Culture At Large

Why World Cup whining is blind to the beauty of sports

Jonathan Miles

The World Cup reaps its harvest in summertime. With each Cup, a fresh crop of fans spring from the earth like overnight mushrooms. Every fourth summer, flags and patriotic t-shirts and beach towels are snappily unfurled from dormancy. After the Olympics, this is the golden hour of international unfurling.

In addition to all the fair weather patriot-fans, the World Cup elicits its share of soccer critics, particularly in America. As a genuine (if backsliding) curmudgeon, I can relate to this phenomenon. Soccer critics find themselves facing north on a southbound hipster train, and in their distress they cry out to the Internet.

One critic is Stephen H. Webb. Five years ago Webb wrote in the Wall Street Journal that “Soccer is Ruining America.” Webb remains staunchly - indeed, heroically - anti-soccer, as he explains in a recent piece for Politico, “How Soccer is Un-American.”

In a somewhat joking way, Webb enumerates a long list of soccer’s abuses against nature. In Webb’s view, soccer contradicts the grain of optimistic American culture. He sees it as a dismal, tragic sport, invented by Samuel Beckett in some Prussian charnel house, smuggled across the moonlit Atlantic in dank steamer trunks and unleashed in Pandoran fashion on America’s unsuspecting families. Surprisingly, this line of reasoning gets Webb a lot of backlash.

Some of Webb’s argument depends on what is either ignorance or glibness about the history and nature of soccer. According to Slate, soccer actually had a thriving presence in American culture in the early 20th century. In the 1920s, the American Soccer League had plenty of fans, players of international repute and great success. But when the stock market crashed, soccer’s industrial infrastructure fell apart. Soccer failed to catch on in America because of the Great Depression, not because of some quintessential national inoculation against “tragic” sports.

It is a mistake to reduce sports to a cultural thermometer.

Webb’s analysis of soccer closely resembles a notorious 1996 essay in The Weekly Standard. Where Webb finds grim tragedy in soccer, Frank Cannon and Richard Lessner described the sport as a product of European nihilism, “a metaphor for the meaninglessness of life.”

Certainly, a culture’s taste in sports can reveal something of its character. Personally, I am increasingly troubled by the gladiatorial culture of the National Football League, and by the fact that so many people around me are untroubled.

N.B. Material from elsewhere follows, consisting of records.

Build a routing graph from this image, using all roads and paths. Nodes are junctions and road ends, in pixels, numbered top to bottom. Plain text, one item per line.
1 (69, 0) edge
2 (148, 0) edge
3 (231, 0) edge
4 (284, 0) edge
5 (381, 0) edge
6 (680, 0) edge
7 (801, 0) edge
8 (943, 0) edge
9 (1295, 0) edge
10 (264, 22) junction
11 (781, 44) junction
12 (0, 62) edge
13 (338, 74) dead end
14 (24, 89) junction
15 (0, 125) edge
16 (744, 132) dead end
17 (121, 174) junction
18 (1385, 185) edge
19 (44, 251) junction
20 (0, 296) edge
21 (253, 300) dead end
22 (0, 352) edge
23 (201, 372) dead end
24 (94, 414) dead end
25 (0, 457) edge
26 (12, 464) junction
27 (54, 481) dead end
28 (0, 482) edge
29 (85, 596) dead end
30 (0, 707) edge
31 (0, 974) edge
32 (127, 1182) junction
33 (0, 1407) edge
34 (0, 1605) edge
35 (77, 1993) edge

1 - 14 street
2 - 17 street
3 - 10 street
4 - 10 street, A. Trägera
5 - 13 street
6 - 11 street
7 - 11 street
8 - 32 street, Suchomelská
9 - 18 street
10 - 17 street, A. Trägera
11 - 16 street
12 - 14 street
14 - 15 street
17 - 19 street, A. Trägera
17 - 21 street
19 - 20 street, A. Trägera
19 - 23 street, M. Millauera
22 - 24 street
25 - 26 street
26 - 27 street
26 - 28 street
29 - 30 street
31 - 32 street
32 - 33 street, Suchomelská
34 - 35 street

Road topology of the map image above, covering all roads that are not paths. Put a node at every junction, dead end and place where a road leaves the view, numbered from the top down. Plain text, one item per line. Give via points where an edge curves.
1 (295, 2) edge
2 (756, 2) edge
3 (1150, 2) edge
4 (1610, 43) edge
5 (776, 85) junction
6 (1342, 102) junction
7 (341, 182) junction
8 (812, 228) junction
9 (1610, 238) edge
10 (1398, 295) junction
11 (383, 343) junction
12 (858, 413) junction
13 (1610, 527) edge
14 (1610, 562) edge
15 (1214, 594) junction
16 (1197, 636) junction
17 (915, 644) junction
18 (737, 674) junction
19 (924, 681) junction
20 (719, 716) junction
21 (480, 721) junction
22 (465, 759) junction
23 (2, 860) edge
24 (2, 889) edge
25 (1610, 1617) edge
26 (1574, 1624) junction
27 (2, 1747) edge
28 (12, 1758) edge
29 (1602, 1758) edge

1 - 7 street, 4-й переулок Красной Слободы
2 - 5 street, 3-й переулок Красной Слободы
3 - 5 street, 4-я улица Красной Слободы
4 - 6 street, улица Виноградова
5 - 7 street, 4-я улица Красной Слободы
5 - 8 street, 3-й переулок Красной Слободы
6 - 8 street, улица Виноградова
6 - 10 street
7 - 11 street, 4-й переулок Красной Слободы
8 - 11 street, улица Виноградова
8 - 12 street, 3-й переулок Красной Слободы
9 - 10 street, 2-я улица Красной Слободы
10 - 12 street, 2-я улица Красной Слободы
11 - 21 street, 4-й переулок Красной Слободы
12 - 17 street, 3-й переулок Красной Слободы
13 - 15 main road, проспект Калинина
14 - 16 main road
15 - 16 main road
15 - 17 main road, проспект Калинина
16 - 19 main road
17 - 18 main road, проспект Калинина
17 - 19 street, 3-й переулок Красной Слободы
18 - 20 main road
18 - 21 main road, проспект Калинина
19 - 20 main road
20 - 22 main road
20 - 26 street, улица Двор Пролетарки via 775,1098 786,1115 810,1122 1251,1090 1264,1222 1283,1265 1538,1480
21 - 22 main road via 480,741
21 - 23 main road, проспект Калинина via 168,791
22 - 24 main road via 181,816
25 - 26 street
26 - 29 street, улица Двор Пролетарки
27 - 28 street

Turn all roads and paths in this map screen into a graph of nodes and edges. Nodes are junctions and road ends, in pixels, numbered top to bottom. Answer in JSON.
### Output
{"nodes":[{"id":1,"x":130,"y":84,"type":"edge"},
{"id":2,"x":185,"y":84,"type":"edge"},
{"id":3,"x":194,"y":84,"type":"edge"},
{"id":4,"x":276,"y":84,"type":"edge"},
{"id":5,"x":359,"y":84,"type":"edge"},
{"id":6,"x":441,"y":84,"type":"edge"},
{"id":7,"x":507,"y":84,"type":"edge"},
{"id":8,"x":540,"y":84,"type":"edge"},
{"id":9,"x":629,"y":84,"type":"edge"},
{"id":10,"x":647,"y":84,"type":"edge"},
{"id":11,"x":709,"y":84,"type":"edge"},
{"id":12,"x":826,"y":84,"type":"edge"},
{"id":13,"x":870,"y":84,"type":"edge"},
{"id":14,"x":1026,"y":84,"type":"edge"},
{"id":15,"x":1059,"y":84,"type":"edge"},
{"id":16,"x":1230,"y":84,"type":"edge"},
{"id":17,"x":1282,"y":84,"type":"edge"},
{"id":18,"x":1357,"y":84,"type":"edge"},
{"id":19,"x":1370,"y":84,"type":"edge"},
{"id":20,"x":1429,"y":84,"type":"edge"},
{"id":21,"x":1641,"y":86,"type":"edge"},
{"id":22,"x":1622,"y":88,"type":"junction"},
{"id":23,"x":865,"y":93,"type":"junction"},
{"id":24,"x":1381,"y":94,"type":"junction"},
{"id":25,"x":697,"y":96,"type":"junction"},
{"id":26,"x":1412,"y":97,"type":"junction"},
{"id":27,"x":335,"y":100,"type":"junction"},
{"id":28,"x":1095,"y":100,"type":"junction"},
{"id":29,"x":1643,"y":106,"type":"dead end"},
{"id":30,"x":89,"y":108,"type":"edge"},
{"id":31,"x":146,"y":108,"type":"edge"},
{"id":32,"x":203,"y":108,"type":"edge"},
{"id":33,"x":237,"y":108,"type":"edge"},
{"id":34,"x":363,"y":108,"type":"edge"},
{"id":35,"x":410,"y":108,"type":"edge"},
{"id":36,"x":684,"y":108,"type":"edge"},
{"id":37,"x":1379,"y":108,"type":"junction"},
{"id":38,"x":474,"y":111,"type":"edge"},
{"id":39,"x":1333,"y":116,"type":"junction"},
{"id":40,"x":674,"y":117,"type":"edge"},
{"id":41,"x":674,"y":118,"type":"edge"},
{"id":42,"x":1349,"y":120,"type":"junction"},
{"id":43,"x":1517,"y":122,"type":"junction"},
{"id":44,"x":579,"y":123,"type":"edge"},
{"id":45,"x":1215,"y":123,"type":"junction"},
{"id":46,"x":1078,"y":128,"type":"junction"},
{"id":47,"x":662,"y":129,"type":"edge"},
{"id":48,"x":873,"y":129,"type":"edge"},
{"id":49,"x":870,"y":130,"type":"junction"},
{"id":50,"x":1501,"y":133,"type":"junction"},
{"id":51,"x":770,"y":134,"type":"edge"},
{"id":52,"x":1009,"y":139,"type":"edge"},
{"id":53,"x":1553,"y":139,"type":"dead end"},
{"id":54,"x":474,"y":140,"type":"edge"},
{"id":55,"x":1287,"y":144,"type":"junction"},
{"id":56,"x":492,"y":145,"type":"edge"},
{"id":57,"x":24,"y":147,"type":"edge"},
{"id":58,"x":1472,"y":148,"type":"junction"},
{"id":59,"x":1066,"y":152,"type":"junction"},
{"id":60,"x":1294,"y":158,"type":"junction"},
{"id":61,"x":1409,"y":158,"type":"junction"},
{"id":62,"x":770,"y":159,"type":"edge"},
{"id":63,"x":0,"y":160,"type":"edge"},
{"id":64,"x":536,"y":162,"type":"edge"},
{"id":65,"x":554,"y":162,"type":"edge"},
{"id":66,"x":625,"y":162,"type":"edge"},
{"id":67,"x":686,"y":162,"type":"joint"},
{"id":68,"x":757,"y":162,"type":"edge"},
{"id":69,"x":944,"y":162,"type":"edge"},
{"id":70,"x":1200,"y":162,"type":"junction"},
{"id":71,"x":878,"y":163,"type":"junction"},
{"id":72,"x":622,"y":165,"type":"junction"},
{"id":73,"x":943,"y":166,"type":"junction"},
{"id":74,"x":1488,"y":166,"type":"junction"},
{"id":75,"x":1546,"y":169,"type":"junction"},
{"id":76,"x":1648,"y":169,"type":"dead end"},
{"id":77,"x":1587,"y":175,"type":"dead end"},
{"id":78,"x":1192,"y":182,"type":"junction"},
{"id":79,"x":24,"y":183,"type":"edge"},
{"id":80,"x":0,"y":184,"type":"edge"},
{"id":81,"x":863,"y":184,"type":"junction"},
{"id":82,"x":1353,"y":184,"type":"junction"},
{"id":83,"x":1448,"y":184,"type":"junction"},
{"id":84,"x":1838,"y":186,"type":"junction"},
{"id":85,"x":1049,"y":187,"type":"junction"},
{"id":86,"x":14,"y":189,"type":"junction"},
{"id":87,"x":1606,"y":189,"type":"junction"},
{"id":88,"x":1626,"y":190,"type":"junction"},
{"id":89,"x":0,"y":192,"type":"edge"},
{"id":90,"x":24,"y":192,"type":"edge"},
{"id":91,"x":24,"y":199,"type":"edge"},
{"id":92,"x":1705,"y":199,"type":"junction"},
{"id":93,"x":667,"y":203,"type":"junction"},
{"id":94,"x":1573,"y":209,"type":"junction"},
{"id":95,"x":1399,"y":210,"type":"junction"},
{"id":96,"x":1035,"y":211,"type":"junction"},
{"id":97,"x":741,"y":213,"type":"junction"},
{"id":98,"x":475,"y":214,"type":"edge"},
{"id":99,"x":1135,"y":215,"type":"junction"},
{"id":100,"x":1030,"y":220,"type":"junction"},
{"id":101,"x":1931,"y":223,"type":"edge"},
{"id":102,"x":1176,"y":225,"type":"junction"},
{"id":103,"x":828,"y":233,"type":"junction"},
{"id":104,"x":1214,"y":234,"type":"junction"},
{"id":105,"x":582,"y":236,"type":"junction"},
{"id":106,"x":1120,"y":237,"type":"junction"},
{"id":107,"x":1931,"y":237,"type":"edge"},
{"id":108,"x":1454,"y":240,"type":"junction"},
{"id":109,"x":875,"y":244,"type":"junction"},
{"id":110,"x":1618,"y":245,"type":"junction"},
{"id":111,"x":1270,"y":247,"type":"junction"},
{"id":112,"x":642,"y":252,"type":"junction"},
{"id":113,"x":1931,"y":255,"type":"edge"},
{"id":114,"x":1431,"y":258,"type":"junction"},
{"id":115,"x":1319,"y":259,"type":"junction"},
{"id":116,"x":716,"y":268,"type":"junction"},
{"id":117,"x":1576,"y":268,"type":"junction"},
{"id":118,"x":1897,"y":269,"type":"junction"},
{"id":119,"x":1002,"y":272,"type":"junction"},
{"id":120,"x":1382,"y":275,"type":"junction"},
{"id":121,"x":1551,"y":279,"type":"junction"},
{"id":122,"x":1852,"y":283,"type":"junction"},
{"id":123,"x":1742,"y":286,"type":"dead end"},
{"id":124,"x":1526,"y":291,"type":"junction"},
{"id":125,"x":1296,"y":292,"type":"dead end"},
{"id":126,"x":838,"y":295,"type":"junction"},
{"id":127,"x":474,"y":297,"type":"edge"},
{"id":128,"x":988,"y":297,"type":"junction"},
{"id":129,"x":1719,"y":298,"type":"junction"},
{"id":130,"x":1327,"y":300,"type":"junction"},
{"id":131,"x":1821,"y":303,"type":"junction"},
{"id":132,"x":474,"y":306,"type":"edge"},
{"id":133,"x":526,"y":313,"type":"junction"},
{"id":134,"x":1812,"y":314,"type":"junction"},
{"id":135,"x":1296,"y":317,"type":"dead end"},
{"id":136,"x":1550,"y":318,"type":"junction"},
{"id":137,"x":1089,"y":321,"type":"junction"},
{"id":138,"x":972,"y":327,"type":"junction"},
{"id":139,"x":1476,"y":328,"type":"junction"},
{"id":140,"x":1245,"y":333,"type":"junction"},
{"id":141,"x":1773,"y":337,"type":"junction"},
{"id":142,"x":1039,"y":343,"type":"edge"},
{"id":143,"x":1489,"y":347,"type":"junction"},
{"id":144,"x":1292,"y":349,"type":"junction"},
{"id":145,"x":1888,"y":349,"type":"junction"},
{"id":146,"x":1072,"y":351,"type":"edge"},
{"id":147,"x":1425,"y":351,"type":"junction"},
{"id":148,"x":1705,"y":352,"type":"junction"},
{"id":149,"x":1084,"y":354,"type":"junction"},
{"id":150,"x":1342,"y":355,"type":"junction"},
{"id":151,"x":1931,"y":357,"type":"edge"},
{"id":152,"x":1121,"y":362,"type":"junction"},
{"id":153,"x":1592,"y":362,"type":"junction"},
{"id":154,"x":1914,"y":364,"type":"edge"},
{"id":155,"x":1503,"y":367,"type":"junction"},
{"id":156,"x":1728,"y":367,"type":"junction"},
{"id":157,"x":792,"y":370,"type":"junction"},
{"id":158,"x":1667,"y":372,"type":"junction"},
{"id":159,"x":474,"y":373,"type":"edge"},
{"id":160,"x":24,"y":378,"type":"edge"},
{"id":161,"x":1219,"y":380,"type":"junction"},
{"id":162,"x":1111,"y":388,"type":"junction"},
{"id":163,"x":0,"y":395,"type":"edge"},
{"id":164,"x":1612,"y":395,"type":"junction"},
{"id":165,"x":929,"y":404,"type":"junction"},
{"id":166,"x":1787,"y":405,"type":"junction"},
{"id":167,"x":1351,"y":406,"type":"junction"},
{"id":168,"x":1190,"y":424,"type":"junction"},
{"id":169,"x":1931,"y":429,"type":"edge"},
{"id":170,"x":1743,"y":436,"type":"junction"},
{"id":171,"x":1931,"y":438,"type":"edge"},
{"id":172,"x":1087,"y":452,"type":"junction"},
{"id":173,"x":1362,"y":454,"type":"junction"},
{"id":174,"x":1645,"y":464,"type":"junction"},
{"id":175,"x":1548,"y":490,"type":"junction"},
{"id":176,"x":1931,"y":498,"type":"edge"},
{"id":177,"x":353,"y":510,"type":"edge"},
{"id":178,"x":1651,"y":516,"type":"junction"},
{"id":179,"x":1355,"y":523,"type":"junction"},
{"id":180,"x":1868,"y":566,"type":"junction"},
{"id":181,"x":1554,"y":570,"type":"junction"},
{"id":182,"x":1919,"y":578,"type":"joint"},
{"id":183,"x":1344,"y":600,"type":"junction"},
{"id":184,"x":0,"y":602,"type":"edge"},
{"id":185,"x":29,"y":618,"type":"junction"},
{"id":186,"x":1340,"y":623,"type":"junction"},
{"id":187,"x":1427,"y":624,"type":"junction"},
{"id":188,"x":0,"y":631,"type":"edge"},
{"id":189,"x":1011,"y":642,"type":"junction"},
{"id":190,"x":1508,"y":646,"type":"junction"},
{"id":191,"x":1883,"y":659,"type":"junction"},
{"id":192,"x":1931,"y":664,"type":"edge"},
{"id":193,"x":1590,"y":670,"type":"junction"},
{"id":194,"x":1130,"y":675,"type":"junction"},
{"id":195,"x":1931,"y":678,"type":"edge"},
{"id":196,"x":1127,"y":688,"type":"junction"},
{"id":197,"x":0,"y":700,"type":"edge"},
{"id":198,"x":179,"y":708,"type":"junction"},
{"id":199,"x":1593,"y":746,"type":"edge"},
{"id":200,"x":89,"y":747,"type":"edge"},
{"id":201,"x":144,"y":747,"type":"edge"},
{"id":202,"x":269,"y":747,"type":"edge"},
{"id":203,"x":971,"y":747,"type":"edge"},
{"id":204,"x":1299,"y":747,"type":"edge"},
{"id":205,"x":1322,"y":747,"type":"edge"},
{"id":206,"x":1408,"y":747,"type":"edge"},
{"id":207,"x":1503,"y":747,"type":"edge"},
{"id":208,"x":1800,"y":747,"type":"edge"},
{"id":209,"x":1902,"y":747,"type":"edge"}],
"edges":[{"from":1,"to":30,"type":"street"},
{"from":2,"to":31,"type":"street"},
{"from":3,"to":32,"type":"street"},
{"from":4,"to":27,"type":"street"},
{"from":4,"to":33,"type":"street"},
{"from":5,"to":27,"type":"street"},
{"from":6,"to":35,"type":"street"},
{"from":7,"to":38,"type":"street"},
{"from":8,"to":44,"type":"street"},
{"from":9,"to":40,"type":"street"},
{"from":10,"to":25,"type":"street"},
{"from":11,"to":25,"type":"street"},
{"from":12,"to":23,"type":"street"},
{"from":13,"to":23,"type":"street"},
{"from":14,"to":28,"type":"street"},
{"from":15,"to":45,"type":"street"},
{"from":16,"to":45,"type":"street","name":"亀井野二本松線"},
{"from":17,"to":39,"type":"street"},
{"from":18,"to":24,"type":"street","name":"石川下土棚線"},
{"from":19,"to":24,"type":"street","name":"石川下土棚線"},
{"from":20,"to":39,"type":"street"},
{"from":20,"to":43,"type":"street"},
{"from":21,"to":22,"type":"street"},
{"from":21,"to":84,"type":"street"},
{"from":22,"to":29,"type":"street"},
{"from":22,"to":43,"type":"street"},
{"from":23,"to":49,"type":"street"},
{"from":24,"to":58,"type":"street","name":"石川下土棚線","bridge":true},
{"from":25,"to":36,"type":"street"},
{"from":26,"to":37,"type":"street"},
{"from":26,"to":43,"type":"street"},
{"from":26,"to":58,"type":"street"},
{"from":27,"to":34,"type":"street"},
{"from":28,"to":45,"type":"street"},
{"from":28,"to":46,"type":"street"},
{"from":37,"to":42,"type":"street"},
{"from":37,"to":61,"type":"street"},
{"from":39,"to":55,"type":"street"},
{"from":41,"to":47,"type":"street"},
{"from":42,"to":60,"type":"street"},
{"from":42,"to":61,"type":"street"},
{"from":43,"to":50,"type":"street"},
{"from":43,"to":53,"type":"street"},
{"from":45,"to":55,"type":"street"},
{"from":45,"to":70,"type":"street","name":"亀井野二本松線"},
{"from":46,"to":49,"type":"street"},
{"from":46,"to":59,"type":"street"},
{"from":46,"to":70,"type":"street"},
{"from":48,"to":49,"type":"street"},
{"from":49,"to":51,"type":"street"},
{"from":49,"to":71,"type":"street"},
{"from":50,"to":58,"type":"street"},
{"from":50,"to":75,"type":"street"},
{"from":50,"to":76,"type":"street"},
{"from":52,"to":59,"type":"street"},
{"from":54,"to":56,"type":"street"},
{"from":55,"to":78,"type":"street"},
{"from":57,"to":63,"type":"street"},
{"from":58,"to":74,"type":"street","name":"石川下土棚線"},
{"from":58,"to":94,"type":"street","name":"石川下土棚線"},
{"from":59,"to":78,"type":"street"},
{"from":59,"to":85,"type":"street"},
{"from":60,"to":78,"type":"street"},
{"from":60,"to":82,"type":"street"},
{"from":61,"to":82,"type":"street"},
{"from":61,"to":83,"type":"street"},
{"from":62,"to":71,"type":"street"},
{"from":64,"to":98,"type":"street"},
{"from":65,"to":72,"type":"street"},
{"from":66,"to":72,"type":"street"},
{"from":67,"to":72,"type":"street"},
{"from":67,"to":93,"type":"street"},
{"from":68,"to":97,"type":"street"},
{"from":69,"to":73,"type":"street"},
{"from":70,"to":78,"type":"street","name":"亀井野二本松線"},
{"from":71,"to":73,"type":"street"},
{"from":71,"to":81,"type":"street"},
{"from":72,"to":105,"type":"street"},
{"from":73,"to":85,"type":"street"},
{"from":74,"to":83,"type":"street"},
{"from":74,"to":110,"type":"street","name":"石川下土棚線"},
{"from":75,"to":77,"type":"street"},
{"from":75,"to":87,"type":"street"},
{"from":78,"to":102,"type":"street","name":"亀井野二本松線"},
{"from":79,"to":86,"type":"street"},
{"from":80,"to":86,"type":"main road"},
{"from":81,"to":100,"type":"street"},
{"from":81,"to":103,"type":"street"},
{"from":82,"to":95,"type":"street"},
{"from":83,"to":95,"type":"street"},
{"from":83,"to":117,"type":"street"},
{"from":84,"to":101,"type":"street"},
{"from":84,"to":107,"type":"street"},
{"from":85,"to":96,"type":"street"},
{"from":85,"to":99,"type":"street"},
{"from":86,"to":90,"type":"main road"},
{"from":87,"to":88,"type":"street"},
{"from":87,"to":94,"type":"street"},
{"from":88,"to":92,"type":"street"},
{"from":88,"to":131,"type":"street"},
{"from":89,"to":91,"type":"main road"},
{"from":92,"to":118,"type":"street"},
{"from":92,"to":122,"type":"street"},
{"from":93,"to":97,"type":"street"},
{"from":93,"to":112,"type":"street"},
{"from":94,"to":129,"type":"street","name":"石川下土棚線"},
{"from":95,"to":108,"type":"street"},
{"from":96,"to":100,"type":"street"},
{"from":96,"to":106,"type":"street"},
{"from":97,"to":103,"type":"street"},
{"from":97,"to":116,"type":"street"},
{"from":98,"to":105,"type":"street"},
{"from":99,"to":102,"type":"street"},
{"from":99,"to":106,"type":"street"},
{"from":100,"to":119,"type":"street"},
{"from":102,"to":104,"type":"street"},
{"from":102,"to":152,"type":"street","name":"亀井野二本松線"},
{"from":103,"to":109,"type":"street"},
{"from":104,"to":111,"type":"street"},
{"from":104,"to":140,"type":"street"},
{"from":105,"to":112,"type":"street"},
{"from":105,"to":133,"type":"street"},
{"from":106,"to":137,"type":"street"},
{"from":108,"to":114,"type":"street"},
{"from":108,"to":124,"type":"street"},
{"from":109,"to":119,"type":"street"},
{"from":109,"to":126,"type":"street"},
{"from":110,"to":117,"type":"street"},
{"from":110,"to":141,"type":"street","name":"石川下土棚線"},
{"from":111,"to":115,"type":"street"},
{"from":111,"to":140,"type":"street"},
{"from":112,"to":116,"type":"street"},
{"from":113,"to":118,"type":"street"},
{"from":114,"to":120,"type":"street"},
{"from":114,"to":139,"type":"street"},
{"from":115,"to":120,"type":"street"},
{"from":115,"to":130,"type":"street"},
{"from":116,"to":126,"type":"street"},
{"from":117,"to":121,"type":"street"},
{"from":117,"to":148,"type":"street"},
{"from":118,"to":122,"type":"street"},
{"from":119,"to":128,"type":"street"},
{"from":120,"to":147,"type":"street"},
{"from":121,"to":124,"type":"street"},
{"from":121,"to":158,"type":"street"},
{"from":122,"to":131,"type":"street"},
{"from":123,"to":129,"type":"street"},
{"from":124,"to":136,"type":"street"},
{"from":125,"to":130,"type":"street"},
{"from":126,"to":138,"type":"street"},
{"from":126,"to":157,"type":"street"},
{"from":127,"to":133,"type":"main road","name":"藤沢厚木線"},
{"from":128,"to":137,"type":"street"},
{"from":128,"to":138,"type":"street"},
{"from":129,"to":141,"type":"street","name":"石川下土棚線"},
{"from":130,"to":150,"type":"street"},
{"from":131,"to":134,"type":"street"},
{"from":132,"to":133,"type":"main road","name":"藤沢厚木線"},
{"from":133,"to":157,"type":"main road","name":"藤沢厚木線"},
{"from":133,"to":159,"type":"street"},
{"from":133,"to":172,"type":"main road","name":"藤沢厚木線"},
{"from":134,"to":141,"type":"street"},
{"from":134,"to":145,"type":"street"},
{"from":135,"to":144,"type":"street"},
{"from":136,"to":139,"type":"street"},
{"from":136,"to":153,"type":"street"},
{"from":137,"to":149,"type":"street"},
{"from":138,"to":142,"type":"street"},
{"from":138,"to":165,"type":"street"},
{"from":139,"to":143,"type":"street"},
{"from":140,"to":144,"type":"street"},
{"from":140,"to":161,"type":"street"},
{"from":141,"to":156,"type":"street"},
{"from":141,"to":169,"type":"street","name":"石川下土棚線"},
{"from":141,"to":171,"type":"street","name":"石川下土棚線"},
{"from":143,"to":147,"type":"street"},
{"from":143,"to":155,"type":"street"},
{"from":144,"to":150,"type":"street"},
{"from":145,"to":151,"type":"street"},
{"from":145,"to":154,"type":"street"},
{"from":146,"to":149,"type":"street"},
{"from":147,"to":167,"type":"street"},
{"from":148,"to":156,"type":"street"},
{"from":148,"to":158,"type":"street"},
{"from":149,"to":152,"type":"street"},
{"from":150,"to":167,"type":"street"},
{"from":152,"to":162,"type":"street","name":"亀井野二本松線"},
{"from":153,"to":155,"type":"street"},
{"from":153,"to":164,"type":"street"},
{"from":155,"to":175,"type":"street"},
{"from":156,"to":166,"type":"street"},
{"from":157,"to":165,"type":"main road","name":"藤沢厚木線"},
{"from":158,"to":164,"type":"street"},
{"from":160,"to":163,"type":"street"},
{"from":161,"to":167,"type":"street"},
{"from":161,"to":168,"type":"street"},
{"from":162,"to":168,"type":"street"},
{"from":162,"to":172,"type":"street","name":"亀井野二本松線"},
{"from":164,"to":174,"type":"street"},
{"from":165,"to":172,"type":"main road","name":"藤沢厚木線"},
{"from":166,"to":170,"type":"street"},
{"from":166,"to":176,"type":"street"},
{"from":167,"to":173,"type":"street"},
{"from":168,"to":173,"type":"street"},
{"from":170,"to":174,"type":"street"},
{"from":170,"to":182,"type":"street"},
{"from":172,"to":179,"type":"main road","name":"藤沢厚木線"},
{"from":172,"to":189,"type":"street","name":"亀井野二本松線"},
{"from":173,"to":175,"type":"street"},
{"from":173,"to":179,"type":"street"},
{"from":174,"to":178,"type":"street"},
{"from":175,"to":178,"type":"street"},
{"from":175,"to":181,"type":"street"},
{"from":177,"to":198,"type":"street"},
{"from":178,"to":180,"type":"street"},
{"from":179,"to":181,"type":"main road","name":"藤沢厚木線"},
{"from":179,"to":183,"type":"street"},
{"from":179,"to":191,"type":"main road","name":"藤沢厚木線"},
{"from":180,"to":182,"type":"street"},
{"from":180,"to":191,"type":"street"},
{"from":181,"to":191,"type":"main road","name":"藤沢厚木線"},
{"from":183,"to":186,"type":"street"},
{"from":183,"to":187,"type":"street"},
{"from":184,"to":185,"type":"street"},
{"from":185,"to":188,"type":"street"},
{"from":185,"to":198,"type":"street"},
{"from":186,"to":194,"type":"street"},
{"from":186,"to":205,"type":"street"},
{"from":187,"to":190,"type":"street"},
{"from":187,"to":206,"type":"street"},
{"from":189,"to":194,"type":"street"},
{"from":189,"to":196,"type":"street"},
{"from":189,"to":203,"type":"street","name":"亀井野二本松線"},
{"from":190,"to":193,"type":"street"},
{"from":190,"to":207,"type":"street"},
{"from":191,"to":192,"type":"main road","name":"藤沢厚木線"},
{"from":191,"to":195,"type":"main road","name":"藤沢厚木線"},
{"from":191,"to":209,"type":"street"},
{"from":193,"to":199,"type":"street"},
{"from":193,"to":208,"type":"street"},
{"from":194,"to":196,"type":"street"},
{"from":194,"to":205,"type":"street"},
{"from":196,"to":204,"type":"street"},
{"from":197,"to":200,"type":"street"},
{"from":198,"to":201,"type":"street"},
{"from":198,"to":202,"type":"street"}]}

But it is a mistake, I think, to reduce sports to a cultural thermometer. Before they are machines for profit, sources of personal meaning or indicators of cultural character, sports are games made for pleasure. And pleasure in what is beautiful never needs justification, despite the crooked human heart’s propensity to go astray in its pursuits. Last October, the United States men’s team beat Panama 3-2 in an unforgettable qualifier, scoring two late goals to save Mexico’s World Cup hopes at Panama’s expense. I was staggered by the scenes of American players crouching down to hug and console the devastated Panamanian players. Soccer is most beautiful when it is most humane.

The love of beauty implies latitude of being. All creatures experience the gap between what things are and what Christ calls them to be. Christ makes us free and encourages us - endows us with courage - to let that gap articulate itself. To say a sport is “about” this or that is to distrust Christ’s freedom as it is embodied in human culture-making. It is to torture creation into telling us what we want to hear.

The final word on what is and what can be belongs to Christ, not me. Let me not commandeer a monologue out of the polyphony of being. Let the World Cup speak.